2017 Jansky Lectureship Awarded to South African Astronomer Bernie Fanaroff

South African radio astronomer Bernie Fanaroff
Credit: SKA SA

Associated Universities, Inc. (AUI) and the National Radio Astronomy Observatory (NRAO) have awarded the 2017 Jansky Lectureship to South African astronomer Bernie Fanaroff for his exceptional contributions to radio astronomy and his unparalleled leadership through public service. He is specifically recognized for his work with the South African Square Kilometer Array Radio Telescope Project (SKA).

The trustees of AUI established the Jansky Lectureship in 1966 to recognize outstanding contributions to the advancement of radio astronomy and to promote the appreciation of the science of radio astronomy through public lectures. It is named in honor of Karl G. Jansky, who discovered radio waves emanating from the central region of the Milky Way galaxy, which ultimately launched the science of radio astronomy.

As part of this award, Fanaroff will give lectures this fall at the NRAO facilities in Charlottesville, Virginia, on Tuesday, October 24, and Socorro, New Mexico, on Friday, November 3. He also will give a lecture at the Green Bank Observatory (GBO) in West Virginia on Friday, October 27. His talk will be titled “Observing the Universe from Africa: Linking radio astronomy and development.”

Fanaroff received a bachelor of science honors degree in physics from the University of the Witwatersrand in Johannesburg in South Africa and a Ph.D. in radio astronomy from Cambridge University in the United Kingdom.

Among his many accomplishments and awards are honorary doctorates from six South African universities and the South African National Order of Mapungubwe.

Prior to his most recent positions as co-chair of the BRICS (Brazil, Russia, India, China and South Africa) Working Group on ICT (Information and Communication Technologies) and High Performance Computing, and a member of the Advisory Committee of the Breakthrough Listen project, Fanaroff also held numerous public service positions in South Africa. These positions include the Deputy Director General of President Mandela’s office and head of the Office for the Reconstruction and Development Program, Deputy Director General of Safety and Security, Chairman of the Integrated Justice System Board, and Chairman of the Inter-Departmental Steering Committee for Border Control. He also was the National Organizer and National Secretary of the Metal and Allied Workers Union and then of the National Union of Metalworkers of South Africa.

He also is recognized for the Fanaroff-Riley classification of radio galaxies and quasars, which was published in 1974 and is still in use today.

Other recipients of the Jansky award include seven Nobel laureates — Drs.
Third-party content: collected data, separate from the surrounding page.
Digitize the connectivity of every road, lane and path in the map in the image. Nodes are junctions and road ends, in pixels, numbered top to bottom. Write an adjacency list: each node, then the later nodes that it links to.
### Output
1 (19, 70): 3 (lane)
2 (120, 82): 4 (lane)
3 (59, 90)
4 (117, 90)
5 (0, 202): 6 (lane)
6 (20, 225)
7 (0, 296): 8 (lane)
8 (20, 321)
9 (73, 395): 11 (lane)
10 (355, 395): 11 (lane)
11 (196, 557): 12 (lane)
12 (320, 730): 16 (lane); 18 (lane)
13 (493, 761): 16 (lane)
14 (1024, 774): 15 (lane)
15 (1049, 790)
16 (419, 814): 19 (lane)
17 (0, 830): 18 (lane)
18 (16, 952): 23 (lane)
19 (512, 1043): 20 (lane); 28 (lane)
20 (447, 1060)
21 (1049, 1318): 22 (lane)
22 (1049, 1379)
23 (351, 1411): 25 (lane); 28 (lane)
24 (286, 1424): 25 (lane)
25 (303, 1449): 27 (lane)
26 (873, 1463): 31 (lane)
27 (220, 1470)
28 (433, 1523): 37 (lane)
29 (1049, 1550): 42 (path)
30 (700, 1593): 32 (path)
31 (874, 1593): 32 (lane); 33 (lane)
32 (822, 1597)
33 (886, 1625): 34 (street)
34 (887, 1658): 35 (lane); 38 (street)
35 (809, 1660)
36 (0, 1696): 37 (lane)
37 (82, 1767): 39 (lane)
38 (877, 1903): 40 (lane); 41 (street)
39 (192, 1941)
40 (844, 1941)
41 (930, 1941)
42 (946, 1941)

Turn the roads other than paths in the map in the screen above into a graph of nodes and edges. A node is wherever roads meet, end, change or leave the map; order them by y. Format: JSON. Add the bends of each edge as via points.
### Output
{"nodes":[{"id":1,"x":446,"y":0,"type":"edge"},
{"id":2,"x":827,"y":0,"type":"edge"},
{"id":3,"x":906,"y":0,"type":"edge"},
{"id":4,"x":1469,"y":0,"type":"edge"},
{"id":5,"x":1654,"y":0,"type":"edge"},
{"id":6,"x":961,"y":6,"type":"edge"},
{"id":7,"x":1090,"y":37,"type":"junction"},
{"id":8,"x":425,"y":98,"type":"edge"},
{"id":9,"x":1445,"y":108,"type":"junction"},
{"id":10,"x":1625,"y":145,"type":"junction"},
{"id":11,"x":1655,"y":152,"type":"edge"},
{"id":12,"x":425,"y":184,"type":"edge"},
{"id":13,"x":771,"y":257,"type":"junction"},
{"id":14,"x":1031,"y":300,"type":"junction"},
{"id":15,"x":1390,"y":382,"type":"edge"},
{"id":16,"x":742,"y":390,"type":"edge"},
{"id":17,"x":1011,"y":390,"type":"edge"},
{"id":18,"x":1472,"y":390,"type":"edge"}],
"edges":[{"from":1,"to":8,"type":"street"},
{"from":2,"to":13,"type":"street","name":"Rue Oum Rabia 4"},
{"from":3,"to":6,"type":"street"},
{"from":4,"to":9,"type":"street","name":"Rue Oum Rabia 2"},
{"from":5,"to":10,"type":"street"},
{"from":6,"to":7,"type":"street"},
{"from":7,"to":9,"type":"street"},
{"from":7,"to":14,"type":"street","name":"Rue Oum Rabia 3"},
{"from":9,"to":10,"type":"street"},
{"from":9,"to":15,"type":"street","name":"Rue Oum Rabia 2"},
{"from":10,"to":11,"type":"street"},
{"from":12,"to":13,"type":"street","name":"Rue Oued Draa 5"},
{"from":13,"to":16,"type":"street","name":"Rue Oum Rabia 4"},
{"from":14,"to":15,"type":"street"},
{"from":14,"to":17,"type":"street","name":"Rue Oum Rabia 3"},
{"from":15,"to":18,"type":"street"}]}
Subrahmanyan Chandrasekhar, Edward Purcell, Charles Townes, Arno Penzias, Robert Wilson, William Fowler, and Joseph Taylor — as well as noted astronomers Jocelyn Bell-Burnell and Vera Rubin.

A full list of past recipients of the Jansky Lectureship award can be found here: https://science.nrao.edu/science/jansky-lecture.

The National Radio Astronomy Observatory is a facility of the National Science Foundation, operated under cooperative agreement by Associated Universities, Inc.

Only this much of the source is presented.